Senior employees faced the Senate inquiry into closures in country areas on Thursday morning, acknowledging at least three branches in rural Victoria and NSW had shut down in recent days.
Banks have six weeks before they will be expected to complete closure impact assessments outlining community consultation, as recommended by the separate 2021 Regional Banking Taskforce.
The inquiry chair, Senator Matt Canavan, asked if ANZ was rushing through closures before the June 23 deadline.
"That certainly wasn't the intent to do that," said Michael Wake, the general manager of the bank's NSW and ACT retail branch network.
Senator Canavan accused ANZ of treating regional people with "disgust" and paying lip service to the original taskforce.
"Senator, we will be complying with the outcomes of the Regional Banking Taskforce," Mr Wake told the inquiry, sitting in Ingham, Queensland.
The inquiry outlined ANZ's 56 regional closures since the start of 2021, including 21 in NSW, 19 in Victoria, eight in Queensland, four in Tasmania and two in both South Australia and Western Australia.
Mr Wake also acknowledged ANZ had "gone outside" industry protocol by closing a flood-damaged branch in Seymour, Victoria, without giving the required 24 weeks' notice.
"To redo that branch was well over a million dollars to refurbish it from the flood. We saw that as too large an expense," he said.

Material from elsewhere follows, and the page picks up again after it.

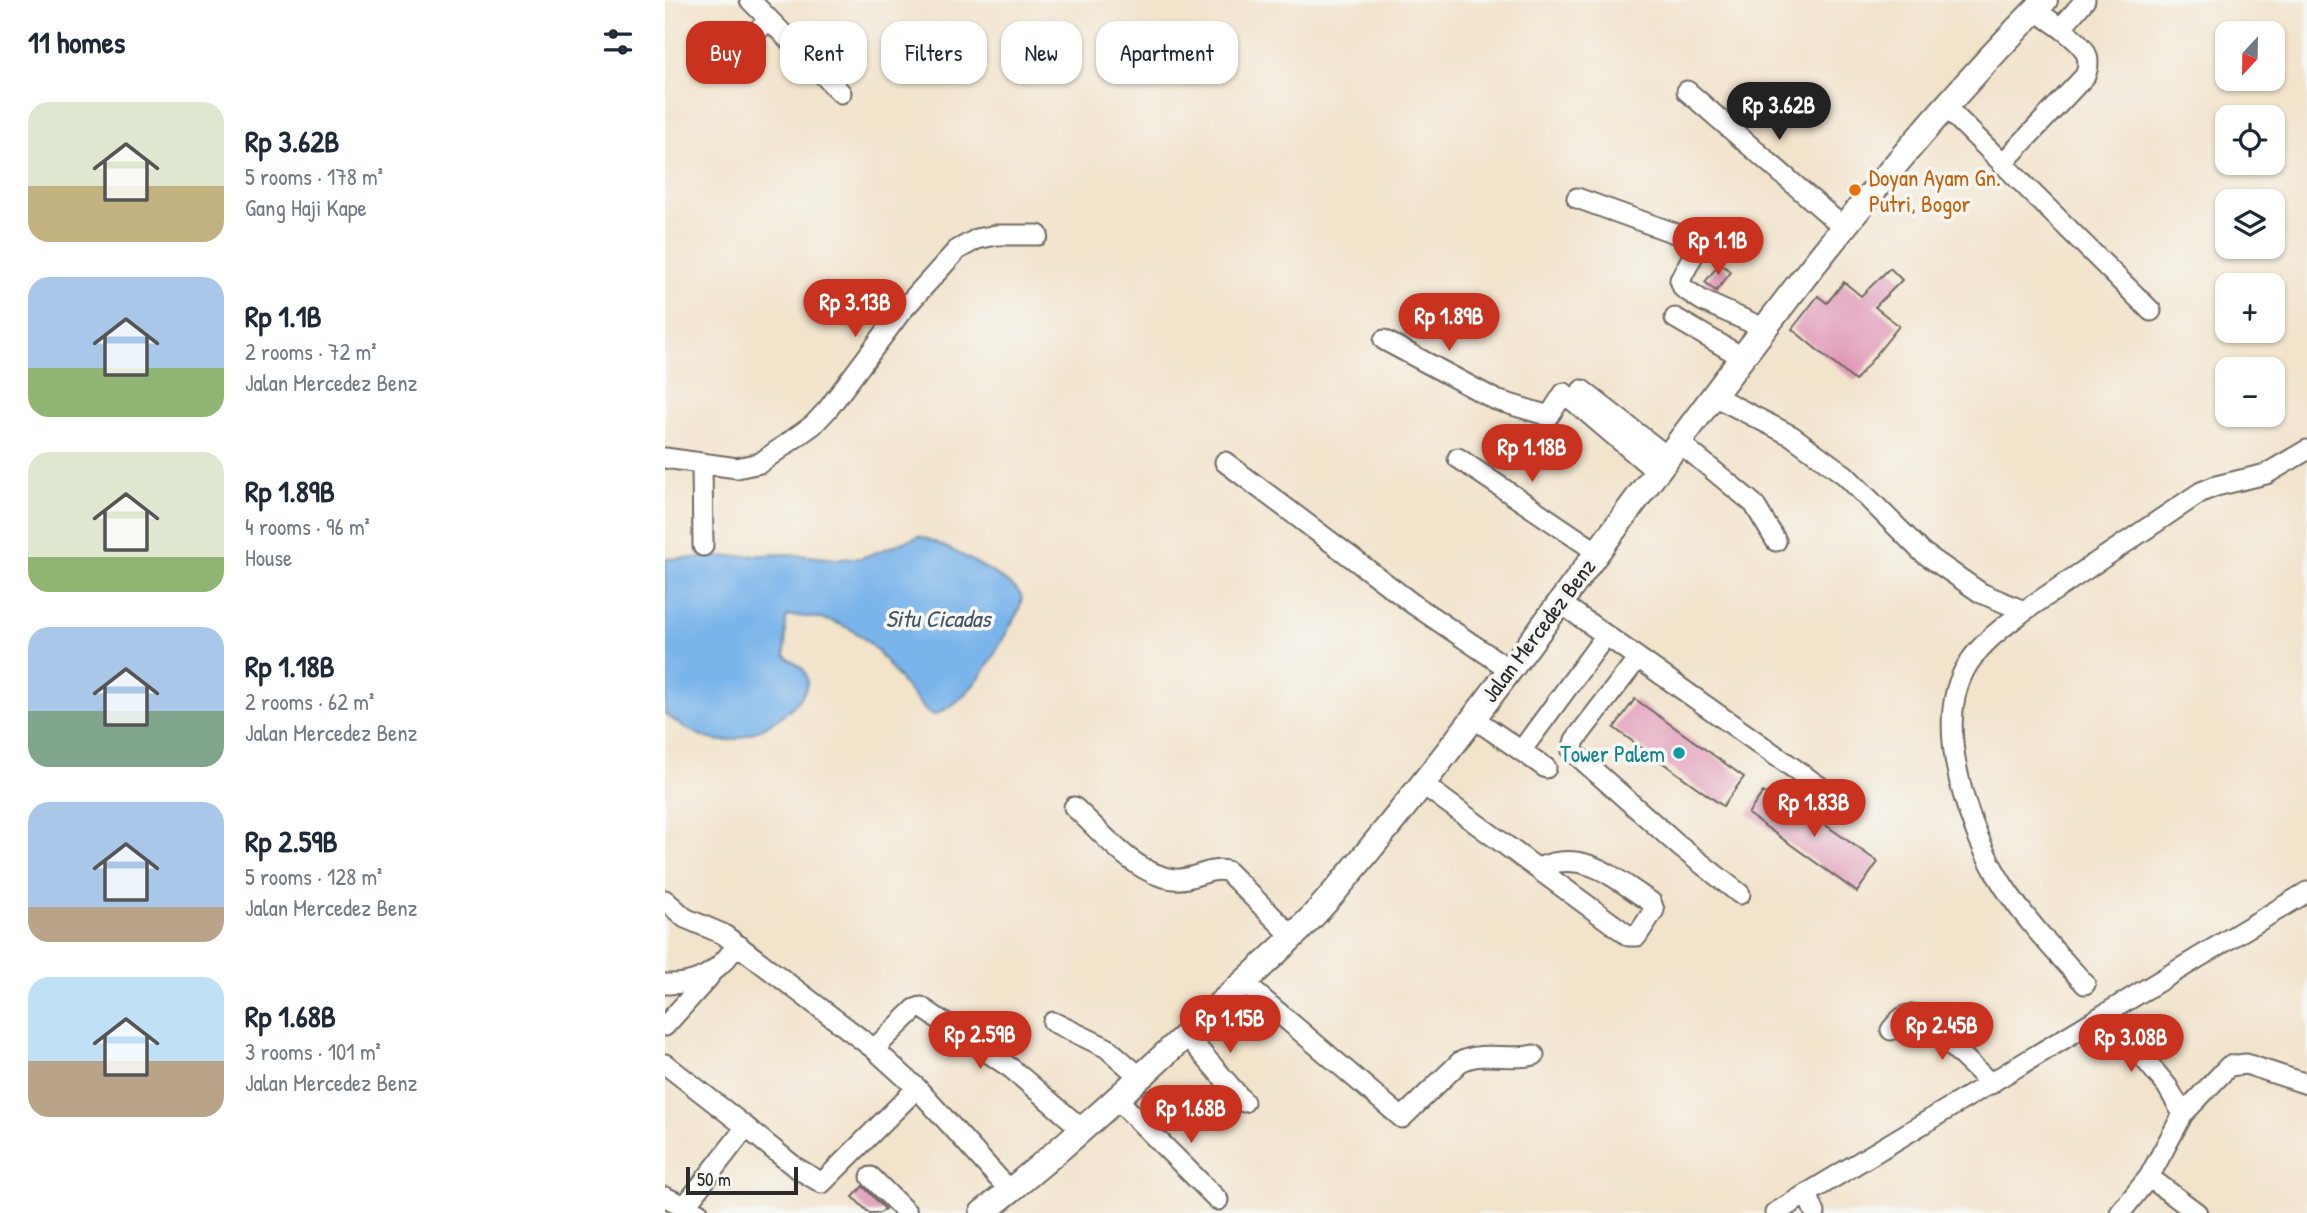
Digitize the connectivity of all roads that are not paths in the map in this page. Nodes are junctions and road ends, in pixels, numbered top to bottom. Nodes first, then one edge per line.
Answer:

ANZ reported its half-year cash profits surged by 23 per cent to $3.8 billion earlier this month.
Tony Tapsall, ANZ's strategic solutions director, said the bank would not close Suncorp branches in the three years after its potential acquisition, which is being considered by the Australian Competition and Consumer Commission.
The committee has previously heard bank closures leave rural communities fearing for the future of their towns, which rely on face-to-face services for farming operations and access to cash for events and volunteer organisations.
Banks say the closures reflect a shift towards digital banking and a decline in foot traffic.
Ramon Jayo, the mayor of Hinchinbrook Council, said there was little to no community consultation from Westpac, ANZ and Suncorp when they closed branches.
When Westpac reversed its decision to close the Ingham branch, Mr Jayo said he saw the news on Facebook.
"That's how information gets around out here," he said.
They mayor said the region had a lucrative sugarcane industry and an ageing population, both of which relied on local bank branches.
"There's a perception that if you don't have enough banks, there's no wealth, but that's not the truth," Mr Jayo said.
"Banks here did not close because of a lack of wealth or lack of business, they closed because they program people not to go in the door to get cash.
"You don't know how much that is hurting us."
The inquiry is due to report by December.